◆ **Exercise**: Keeping every line intact, print the records that follow.

◆ **Given records**:
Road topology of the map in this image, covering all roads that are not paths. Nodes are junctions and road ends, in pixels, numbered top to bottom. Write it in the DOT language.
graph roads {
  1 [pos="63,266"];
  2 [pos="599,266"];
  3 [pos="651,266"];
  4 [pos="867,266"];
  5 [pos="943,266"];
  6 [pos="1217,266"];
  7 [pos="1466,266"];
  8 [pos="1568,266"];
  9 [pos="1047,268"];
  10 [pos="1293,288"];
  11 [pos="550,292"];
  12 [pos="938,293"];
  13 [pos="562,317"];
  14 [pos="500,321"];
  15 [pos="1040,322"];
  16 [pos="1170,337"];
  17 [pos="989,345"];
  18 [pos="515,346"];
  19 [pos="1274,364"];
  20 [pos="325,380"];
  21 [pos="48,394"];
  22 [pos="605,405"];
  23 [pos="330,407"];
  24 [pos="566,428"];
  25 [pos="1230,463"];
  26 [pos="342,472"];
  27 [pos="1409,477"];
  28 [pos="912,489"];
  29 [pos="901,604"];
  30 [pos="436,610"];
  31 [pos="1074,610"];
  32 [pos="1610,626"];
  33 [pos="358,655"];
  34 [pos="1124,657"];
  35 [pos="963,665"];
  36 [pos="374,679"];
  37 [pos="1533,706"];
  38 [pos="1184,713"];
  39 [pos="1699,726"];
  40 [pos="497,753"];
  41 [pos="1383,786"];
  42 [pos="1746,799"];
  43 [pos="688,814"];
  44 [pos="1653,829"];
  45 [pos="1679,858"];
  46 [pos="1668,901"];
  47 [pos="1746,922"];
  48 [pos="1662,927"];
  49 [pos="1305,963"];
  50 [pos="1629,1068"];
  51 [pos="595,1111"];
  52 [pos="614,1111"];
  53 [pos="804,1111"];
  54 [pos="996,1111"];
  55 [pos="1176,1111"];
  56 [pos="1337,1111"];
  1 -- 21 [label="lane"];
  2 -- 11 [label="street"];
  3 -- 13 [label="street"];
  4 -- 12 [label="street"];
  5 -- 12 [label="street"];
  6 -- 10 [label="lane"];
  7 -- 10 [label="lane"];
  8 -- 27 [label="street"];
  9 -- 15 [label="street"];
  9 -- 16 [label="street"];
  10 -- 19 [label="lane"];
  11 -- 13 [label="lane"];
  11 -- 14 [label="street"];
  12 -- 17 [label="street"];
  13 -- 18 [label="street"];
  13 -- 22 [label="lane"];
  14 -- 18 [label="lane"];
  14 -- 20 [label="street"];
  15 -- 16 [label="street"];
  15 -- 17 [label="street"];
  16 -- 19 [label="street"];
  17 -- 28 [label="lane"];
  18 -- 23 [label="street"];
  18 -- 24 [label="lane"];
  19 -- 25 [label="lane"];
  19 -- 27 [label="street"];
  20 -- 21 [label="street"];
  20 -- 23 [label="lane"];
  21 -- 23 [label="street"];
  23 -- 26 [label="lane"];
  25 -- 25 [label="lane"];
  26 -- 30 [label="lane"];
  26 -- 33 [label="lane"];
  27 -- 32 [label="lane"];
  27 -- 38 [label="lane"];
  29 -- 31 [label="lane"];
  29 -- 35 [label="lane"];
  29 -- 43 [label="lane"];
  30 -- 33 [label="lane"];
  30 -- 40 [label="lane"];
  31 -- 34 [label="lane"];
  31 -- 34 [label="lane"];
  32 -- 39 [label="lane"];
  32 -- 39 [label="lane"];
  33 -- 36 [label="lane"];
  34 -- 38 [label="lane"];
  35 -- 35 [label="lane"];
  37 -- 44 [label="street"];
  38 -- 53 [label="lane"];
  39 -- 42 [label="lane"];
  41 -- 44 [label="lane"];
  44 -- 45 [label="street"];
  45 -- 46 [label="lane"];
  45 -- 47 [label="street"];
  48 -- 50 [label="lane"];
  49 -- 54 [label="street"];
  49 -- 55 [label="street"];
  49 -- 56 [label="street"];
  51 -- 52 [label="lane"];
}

◆ **Final answer**:
Road topology of the map in this image, covering all roads that are not paths. Nodes are junctions and road ends, in pixels, numbered top to bottom. Write it in the DOT language.
graph roads {
  1 [pos="63,266"];
  2 [pos="599,266"];
  3 [pos="651,266"];
  4 [pos="867,266"];
  5 [pos="943,266"];
  6 [pos="1217,266"];
  7 [pos="1466,266"];
  8 [pos="1568,266"];
  9 [pos="1047,268"];
  10 [pos="1293,288"];
  11 [pos="550,292"];
  12 [pos="938,293"];
  13 [pos="562,317"];
  14 [pos="500,321"];
  15 [pos="1040,322"];
  16 [pos="1170,337"];
  17 [pos="989,345"];
  18 [pos="515,346"];
  19 [pos="1274,364"];
  20 [pos="325,380"];
  21 [pos="48,394"];
  22 [pos="605,405"];
  23 [pos="330,407"];
  24 [pos="566,428"];
  25 [pos="1230,463"];
  26 [pos="342,472"];
  27 [pos="1409,477"];
  28 [pos="912,489"];
  29 [pos="901,604"];
  30 [pos="436,610"];
  31 [pos="1074,610"];
  32 [pos="1610,626"];
  33 [pos="358,655"];
  34 [pos="1124,657"];
  35 [pos="963,665"];
  36 [pos="374,679"];
  37 [pos="1533,706"];
  38 [pos="1184,713"];
  39 [pos="1699,726"];
  40 [pos="497,753"];
  41 [pos="1383,786"];
  42 [pos="1746,799"];
  43 [pos="688,814"];
  44 [pos="1653,829"];
  45 [pos="1679,858"];
  46 [pos="1668,901"];
  47 [pos="1746,922"];
  48 [pos="1662,927"];
  49 [pos="1305,963"];
  50 [pos="1629,1068"];
  51 [pos="595,1111"];
  52 [pos="614,1111"];
  53 [pos="804,1111"];
  54 [pos="996,1111"];
  55 [pos="1176,1111"];
  56 [pos="1337,1111"];
  1 -- 21 [label="lane"];
  2 -- 11 [label="street"];
  3 -- 13 [label="street"];
  4 -- 12 [label="street"];
  5 -- 12 [label="street"];
  6 -- 10 [label="lane"];
  7 -- 10 [label="lane"];
  8 -- 27 [label="street"];
  9 -- 15 [label="street"];
  9 -- 16 [label="street"];
  10 -- 19 [label="lane"];
  11 -- 13 [label="lane"];
  11 -- 14 [label="street"];
  12 -- 17 [label="street"];
  13 -- 18 [label="street"];
  13 -- 22 [label="lane"];
  14 -- 18 [label="lane"];
  14 -- 20 [label="street"];
  15 -- 16 [label="street"];
  15 -- 17 [label="street"];
  16 -- 19 [label="street"];
  17 -- 28 [label="lane"];
  18 -- 23 [label="street"];
  18 -- 24 [label="lane"];
  19 -- 25 [label="lane"];
  19 -- 27 [label="street"];
  20 -- 21 [label="street"];
  20 -- 23 [label="lane"];
  21 -- 23 [label="street"];
  23 -- 26 [label="lane"];
  25 -- 25 [label="lane"];
  26 -- 30 [label="lane"];
  26 -- 33 [label="lane"];
  27 -- 32 [label="lane"];
  27 -- 38 [label="lane"];
  29 -- 31 [label="lane"];
  29 -- 35 [label="lane"];
  29 -- 43 [label="lane"];
  30 -- 33 [label="lane"];
  30 -- 40 [label="lane"];
  31 -- 34 [label="lane"];
  31 -- 34 [label="lane"];
  32 -- 39 [label="lane"];
  32 -- 39 [label="lane"];
  33 -- 36 [label="lane"];
  34 -- 38 [label="lane"];
  35 -- 35 [label="lane"];
  37 -- 44 [label="street"];
  38 -- 53 [label="lane"];
  39 -- 42 [label="lane"];
  41 -- 44 [label="lane"];
  44 -- 45 [label="street"];
  45 -- 46 [label="lane"];
  45 -- 47 [label="street"];
  48 -- 50 [label="lane"];
  49 -- 54 [label="street"];
  49 -- 55 [label="street"];
  49 -- 56 [label="street"];
  51 -- 52 [label="lane"];
}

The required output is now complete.